The equation of tangent to the parabola $y^{2} = 4ax$ is given by $y = mx+\dfrac{a}{m}$ . Here $m$ is the slope of the line.
The equation of a line passing through the point $(x_{1},y_{1})$ having slope $m$ is given as,
$y-y_{1} = m(x-x_{1})$ .

Complete step-by-step answer:
Given the equation of parabolas are $y^{2} = 4ax$ and $x^2 = 4by$ .
Consider the parabola $x^2 = 4by$ .
Any point on this parabola has the coordinates given by $(2bt,bt^{2})$ .
Differentiate the equation on both sides with respect to $x$ to find the slope of the tangent to the parabola.

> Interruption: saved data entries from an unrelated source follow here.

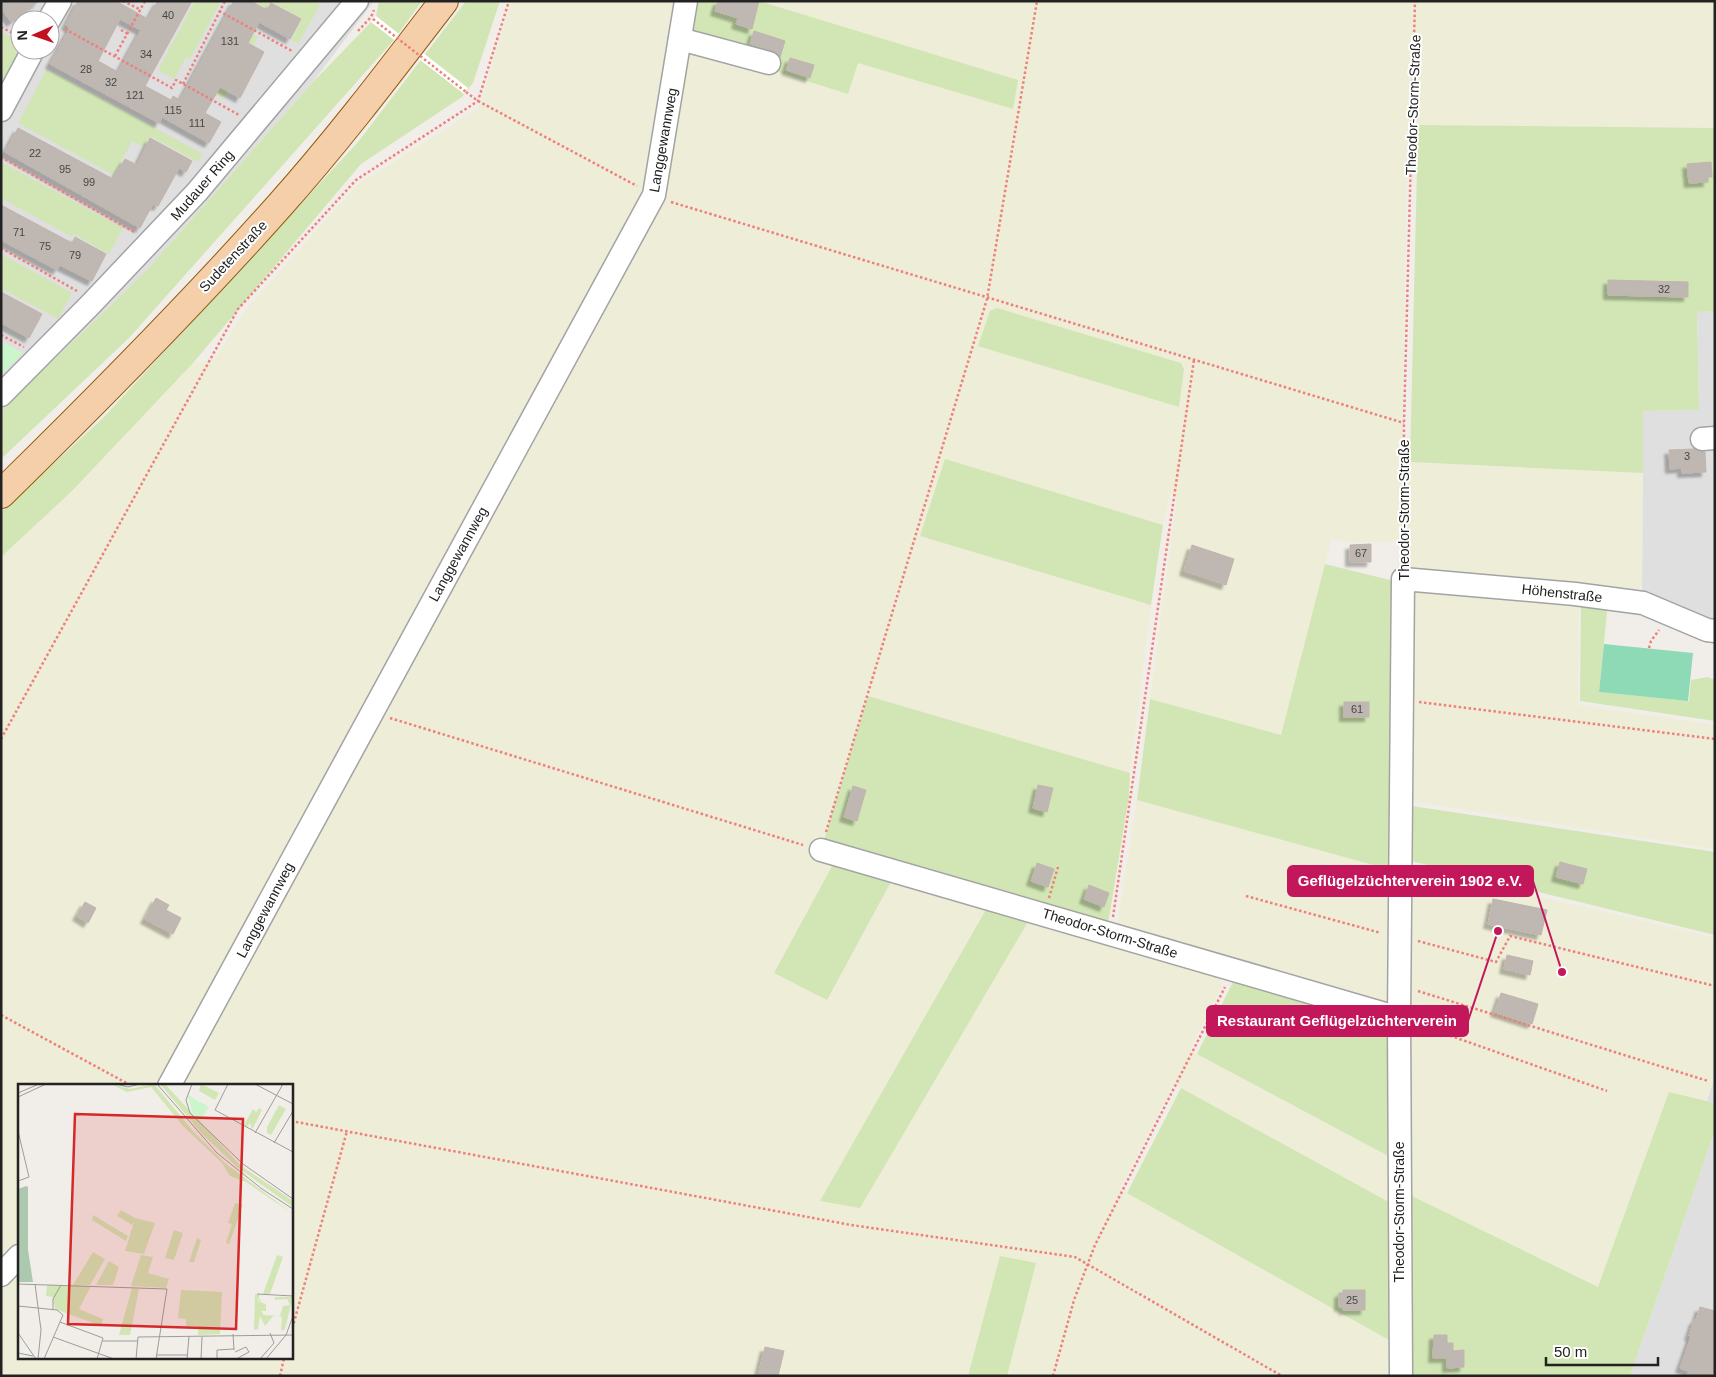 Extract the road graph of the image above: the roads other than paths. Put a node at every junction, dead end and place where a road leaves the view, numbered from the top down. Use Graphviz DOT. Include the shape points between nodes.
graph roads {
  1 [pos="444,1"];
  2 [pos="686,1"];
  3 [pos="365,7"];
  4 [pos="680,38"];
  5 [pos="28,60"];
  6 [pos="770,63"];
  7 [pos="1,110"];
  8 [pos="1,395"];
  9 [pos="1,494"];
  10 [pos="1403,579"];
  11 [pos="1715,631"];
  12 [pos="821,850"];
  13 [pos="1399,1018"];
  14 [pos="170,1084"];
  15 [pos="18,1257"];
  16 [pos="1,1275"];
  17 [pos="1401,1376"];
  1 -- 9 [label="main road, Sudetenstraße" via="282,203 149,348"];
  2 -- 4 [label="street, Langgewannweg"];
  3 -- 8 [label="street, Mudauer Ring" via="308,60 148,245"];
  4 -- 6 [label="street"];
  4 -- 14 [label="street, Langgewannweg" via="654,195"];
  5 -- 7 [label="street"];
  10 -- 11 [label="street, Höhenstraße" via="1643,603"];
  10 -- 13 [label="street, Theodor-Storm-Straße"];
  12 -- 13 [label="street, Theodor-Storm-Straße"];
  13 -- 17 [label="street, Theodor-Storm-Straße"];
  15 -- 16 [label="street"];
}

$\begin{align*}2x &= 4b\dfrac{dy}{dx}\\\ \dfrac{dy}{dx} &= \dfrac{x}{2b}\end{align*}$
Since the normal is perpendicular to the tangent at a point, slope of the normal is given as,
$\begin{align*}m_{N} &= -\dfrac{1}{dy/dx}\\\ &= -\dfrac{2b}{x}\end{align*}$
Thus the slope of the normal at the point $(2bt,bt^{2})$ is $-\dfrac{2b}{2bt} = -\dfrac{1}{t}$ .

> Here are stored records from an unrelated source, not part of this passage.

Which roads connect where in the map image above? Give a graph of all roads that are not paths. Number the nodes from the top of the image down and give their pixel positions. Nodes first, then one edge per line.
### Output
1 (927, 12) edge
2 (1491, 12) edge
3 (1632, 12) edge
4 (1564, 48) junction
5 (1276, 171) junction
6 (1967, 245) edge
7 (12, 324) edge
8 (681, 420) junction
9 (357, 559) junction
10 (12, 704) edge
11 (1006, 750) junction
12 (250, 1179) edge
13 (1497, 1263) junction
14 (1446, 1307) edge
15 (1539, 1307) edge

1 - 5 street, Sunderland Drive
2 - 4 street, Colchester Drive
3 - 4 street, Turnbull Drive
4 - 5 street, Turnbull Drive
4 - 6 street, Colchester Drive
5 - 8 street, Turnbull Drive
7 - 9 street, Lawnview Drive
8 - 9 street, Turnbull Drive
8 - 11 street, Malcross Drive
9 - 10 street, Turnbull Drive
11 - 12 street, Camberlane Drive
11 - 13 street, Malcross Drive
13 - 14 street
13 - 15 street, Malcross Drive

And the equation of the normal at that point is given using the formula $y-y_{1} = m(x-x_{1})$ as,
$\begin{align*}(y-bt^{2}) &= -\dfrac{1}{t}(x-2bt)\\\ y &= -\dfrac{x}{t}+2b+bt^{2}\end{align*}$
Since the tangents drawn to the parabola $y^{2} = 4ax$ from a point are normal to the parabola $x^{2} = 4by$ , the equation $y = -\dfrac{x}{t}+2b+bt^{2}$ is also the equation of the tangent.
But the equation of the tangent drawn to the parabola $y^{2} = 4ax$ is given using the formula $y = mx+\dfrac{a}{m}$ .
This implies,
$\begin{align*}2b+bt^{2} &= \dfrac{a}{-1/t}\\\ bt^{2}-at+2b &= 0\end{align*}$
The above quadratic equation has real roots and so its discriminant is greater than 0, i.e.,
$\begin{align*}a^{2}-4(2b)\cdot b &> 0\\\ a^{2}-8b^{2} &> 0\\\ a^{2} &> 8b^{2}\end{align*}$

Hence option (A) is correct.

Note: The condition can also be determined by determining the equation of the tangent line to the parabola ${y^2} = 4ax$ and the equation of normal to the parabola ${x^2} = 4by$ and then equating both the equations.